Cette question est d’ailleurs d’une haute importance, notamment pour la navigation où l’on doit localiser les signaux acoustiques en temps de brume. Elle a fait en Angleterre l’objet de recherches systématiques qui ont conduit l’Amirauté britannique à la conclusion suivante : pour définir la direction d’où provient un son, la meilleure méthode est de se placer de façon à obtenir la perception latérale la plus nette possible, on tourne alors d’un angle droit et on a la direction cherchée en face de soi... ou derrière.

Mais cette méthode n’est applicable qu’aux sons continus et relativement durables comme ceux d’une sirène ou d’un sifflet. Avec un coup de canon qui est instantané, il ne saurait être question d’opérer de même, et en fait l’expérience prouve que les résultats obtenus à l’oreille sur l’orientation d’un coup de canon isolé sont généralement très incertains et erronés. La preuve en est dans les discordances énormes de plusieurs observateurs.
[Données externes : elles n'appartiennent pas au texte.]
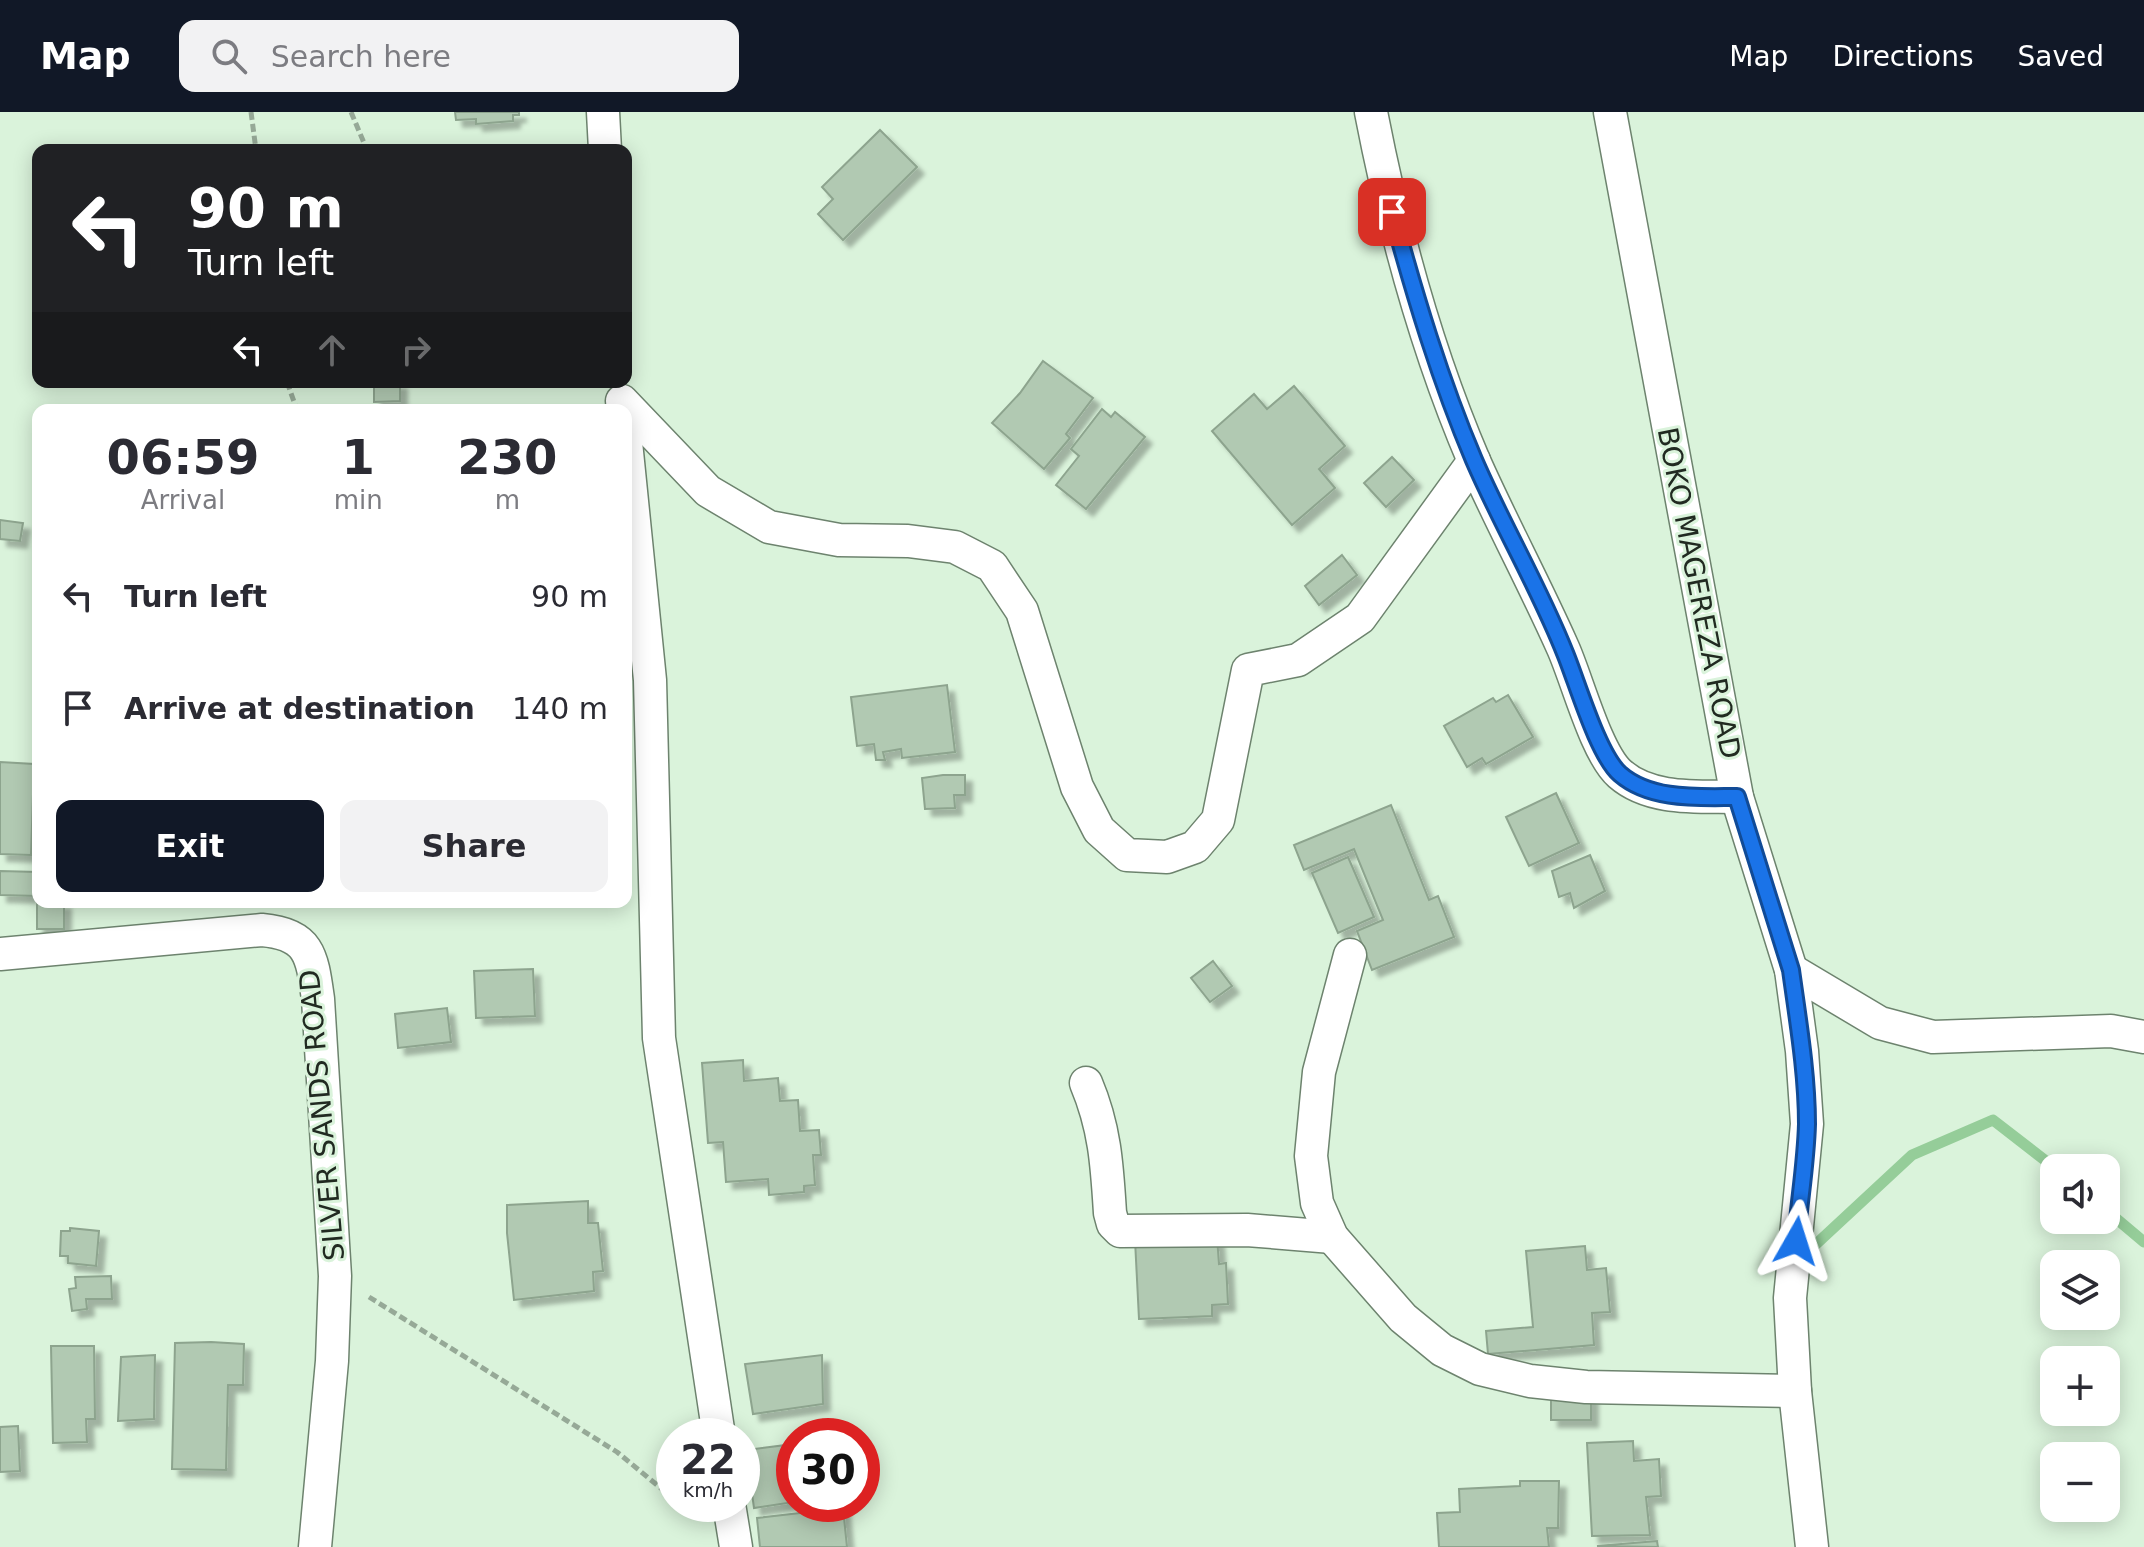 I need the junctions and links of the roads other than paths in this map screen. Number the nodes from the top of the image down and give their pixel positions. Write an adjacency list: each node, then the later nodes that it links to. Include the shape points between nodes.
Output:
1 (603, 112): 4 (street)
2 (1371, 112): 6 (street, via 1421,321)
3 (1610, 112): 8 (street, BOKO MAGEREZA ROAD)
4 (605, 144)
5 (632, 409): 6 (street, via 708,491 769,527 839,540 955,547 992,566 1022,611 1077,787 1099,830 1127,855 1167,857 1195,847 1218,820 1248,670 1298,660 1360,618)
6 (1474, 461): 8 (street, via 1565,652 1597,737 1619,773 1644,789)
7 (632, 502): 16 (street, via 650,680 659,1038)
8 (1737, 797): 11 (street, BOKO MAGEREZA ROAD)
9 (0, 954): 18 (street, SILVER SANDS ROAD, via 262,930 298,939 313,963 335,1276)
10 (1350, 955): 14 (street, via 1319,1072 1311,1156 1317,1203)
11 (1791, 970): 12 (street, via 1880,1023 1933,1037 2111,1031); 15 (street, BOKO MAGEREZA ROAD, via 1807,1124 1790,1298)
12 (2144, 1037)
13 (1086, 1083): 14 (street, via 1099,1114 1110,1213 1120,1231 1247,1230)
14 (1332, 1237): 15 (street, via 1403,1318 1442,1350 1480,1369 1586,1387)
15 (1795, 1391): 20 (street, BOKO MAGEREZA ROAD)
16 (716, 1418)
17 (732, 1522): 19 (street)
18 (315, 1547)
19 (736, 1547)
20 (1812, 1547)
Il semble qu’il soit impossible de définir avec certitude à moins de 30 degrés près à l’oreille la direction d’un coup de canon ; si élevé que soit ce chiffre, il correspond à l’avis des techniciens les plus éminens et notamment du général Nivelle, commandant l’armée de Verdun, qui, lorsque nous avions l’honneur de servir sous ses ordres, estimait à cette valeur l’incertitude possible dans de pareilles déterminations. Cette incertitude est donc telle que l’erreur commise sur un canon placé à une distance donnée pourrait conduire à le placer trop à droite ou à gauche de la vraie position, d’une quantité égale à sa distance de l’observateur. Rien ne montre mieux d’ailleurs l’incertitude énorme régnant dans ce domaine que les erreurs considérables qu’on commet lorsqu’on cherche du regard dans le ciel un avion dont on a entendu le bourdonnement. Quelquefois on commence par lui tourner exactement le dos.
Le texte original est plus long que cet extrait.